[[ Data for analysis open ]]

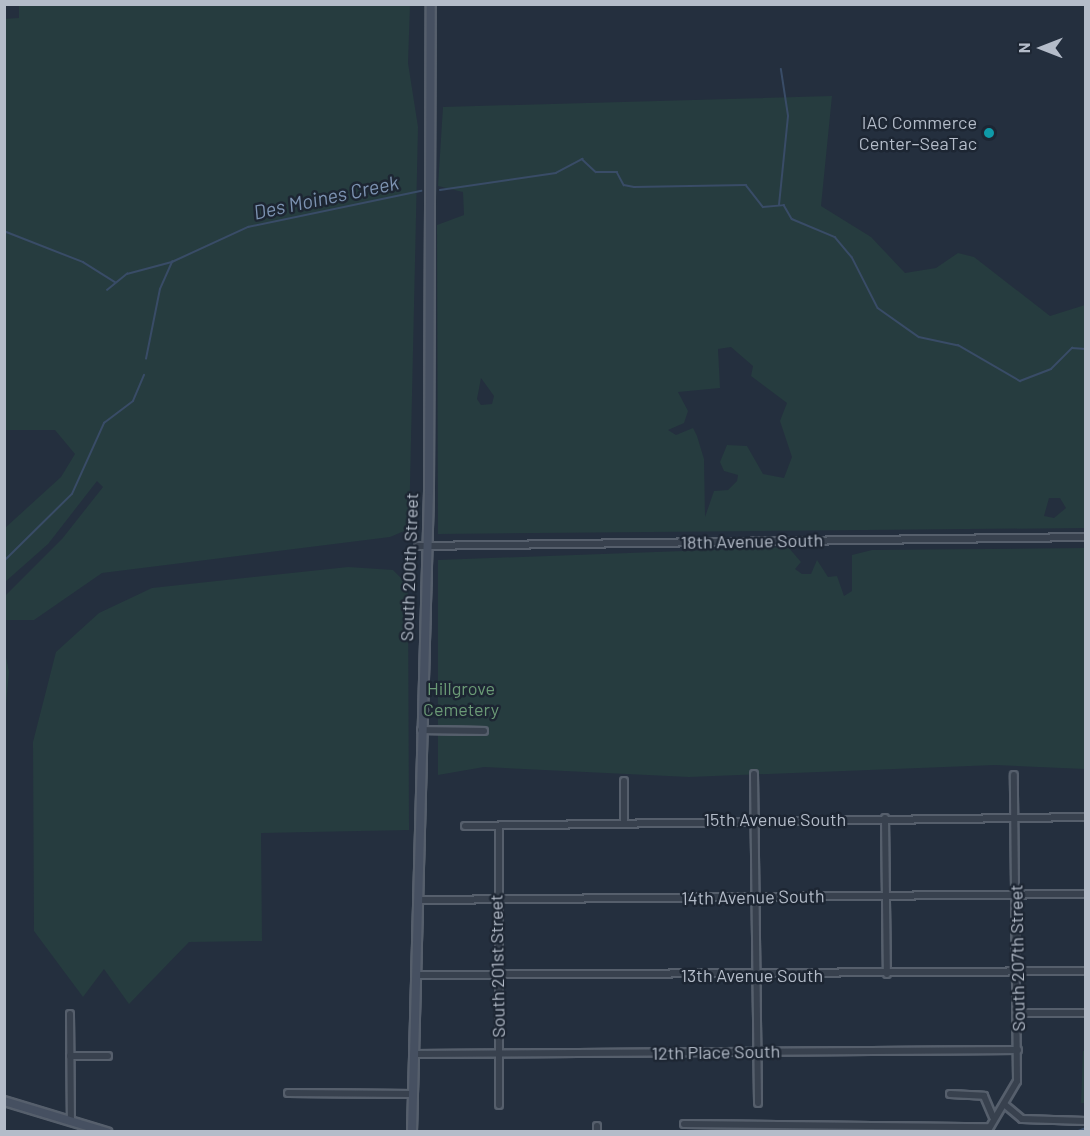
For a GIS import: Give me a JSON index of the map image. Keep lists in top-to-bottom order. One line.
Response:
{"streets":{"main road":["South 200th Street"],"street":["18th Avenue South","15th Avenue South","14th Avenue South","South 207th Street","South 201st Street","13th Avenue South","12th Place South"]},"crossings":[["18th Avenue South","South 200th Street"],["South 200th Street","14th Avenue South"],["South 200th Street","13th Avenue South"],["South 200th Street","12th Place South"],["15th Avenue South","South 207th Street"],["15th Avenue South","South 201st Street"],["14th Avenue South","South 207th Street"],["14th Avenue South","South 201st Street"],["South 207th Street","13th Avenue South"],["South 207th Street","12th Place South"],["South 201st Street","13th Avenue South"],["South 201st Street","12th Place South"]],"water":["Des Moines Creek"],"parks":["Hillgrove Cemetery"],"places":["IAC Commerce Center–SeaTac"],"north":"left"}
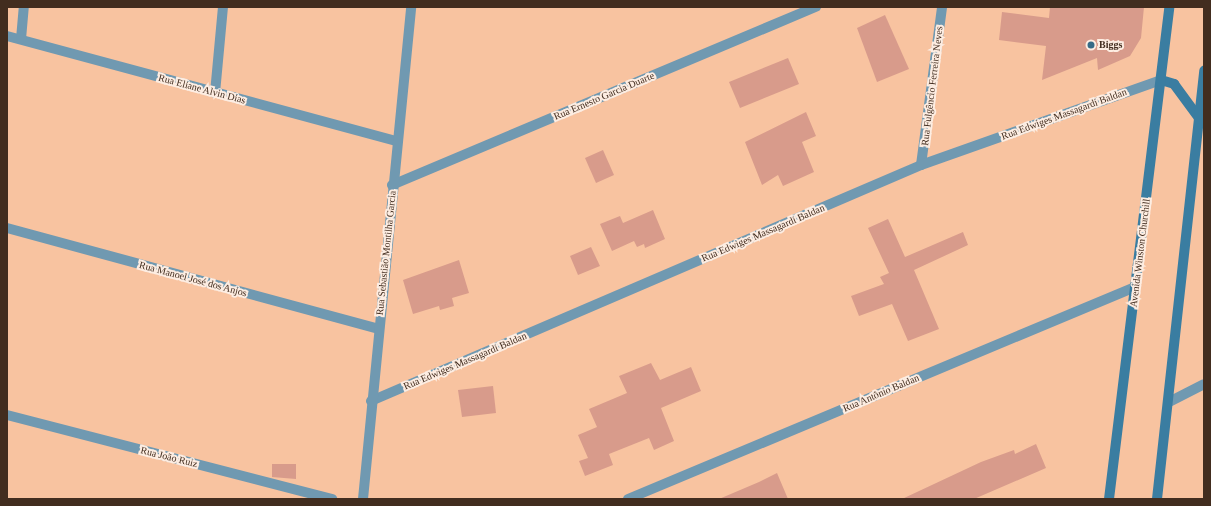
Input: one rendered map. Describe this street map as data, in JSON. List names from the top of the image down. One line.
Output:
{"streets":{"main road":["Avenida Winston Churchill"],"street":["Rua Fulgêncio Ferreira Neves","Rua Eliane Alvin Dias","Rua Ernesto Garcia Duarte","Rua Edwiges Massagardi Baldan","Rua Sebastião Montilha Garcia","Rua Manoel José dos Anjos","Rua Antônio Baldan","Rua João Ruiz"]},"crossings":[["Rua Fulgêncio Ferreira Neves","Rua Edwiges Massagardi Baldan"],["Rua Eliane Alvin Dias","Rua Sebastião Montilha Garcia"],["Rua Ernesto Garcia Duarte","Rua Sebastião Montilha Garcia"],["Rua Edwiges Massagardi Baldan","Rua Sebastião Montilha Garcia"],["Rua Edwiges Massagardi Baldan","Avenida Winston Churchill"],["Rua Sebastião Montilha Garcia","Rua Manoel José dos Anjos"],["Avenida Winston Churchill","Rua Antônio Baldan"]],"places":["Biggs"]}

[[ Data for analysis closed ]]

■ **What to do**
What you return must match each record exactly and contain no images.

■ **Written response**
For a GIS import: Give me a JSON index of the map image. Keep lists in top-to-bottom order. One line.
Response:
{"streets":{"main road":["South 200th Street"],"street":["18th Avenue South","15th Avenue South","14th Avenue South","South 207th Street","South 201st Street","13th Avenue South","12th Place South"]},"crossings":[["18th Avenue South","South 200th Street"],["South 200th Street","14th Avenue South"],["South 200th Street","13th Avenue South"],["South 200th Street","12th Place South"],["15th Avenue South","South 207th Street"],["15th Avenue South","South 201st Street"],["14th Avenue South","South 207th Street"],["14th Avenue South","South 201st Street"],["South 207th Street","13th Avenue South"],["South 207th Street","12th Place South"],["South 201st Street","13th Avenue South"],["South 201st Street","12th Place South"]],"water":["Des Moines Creek"],"parks":["Hillgrove Cemetery"],"places":["IAC Commerce Center–SeaTac"],"north":"left"}
Input: one rendered map. Describe this street map as data, in JSON. List names from the top of the image down. One line.
Output:
{"streets":{"main road":["Avenida Winston Churchill"],"street":["Rua Fulgêncio Ferreira Neves","Rua Eliane Alvin Dias","Rua Ernesto Garcia Duarte","Rua Edwiges Massagardi Baldan","Rua Sebastião Montilha Garcia","Rua Manoel José dos Anjos","Rua Antônio Baldan","Rua João Ruiz"]},"crossings":[["Rua Fulgêncio Ferreira Neves","Rua Edwiges Massagardi Baldan"],["Rua Eliane Alvin Dias","Rua Sebastião Montilha Garcia"],["Rua Ernesto Garcia Duarte","Rua Sebastião Montilha Garcia"],["Rua Edwiges Massagardi Baldan","Rua Sebastião Montilha Garcia"],["Rua Edwiges Massagardi Baldan","Avenida Winston Churchill"],["Rua Sebastião Montilha Garcia","Rua Manoel José dos Anjos"],["Avenida Winston Churchill","Rua Antônio Baldan"]],"places":["Biggs"]}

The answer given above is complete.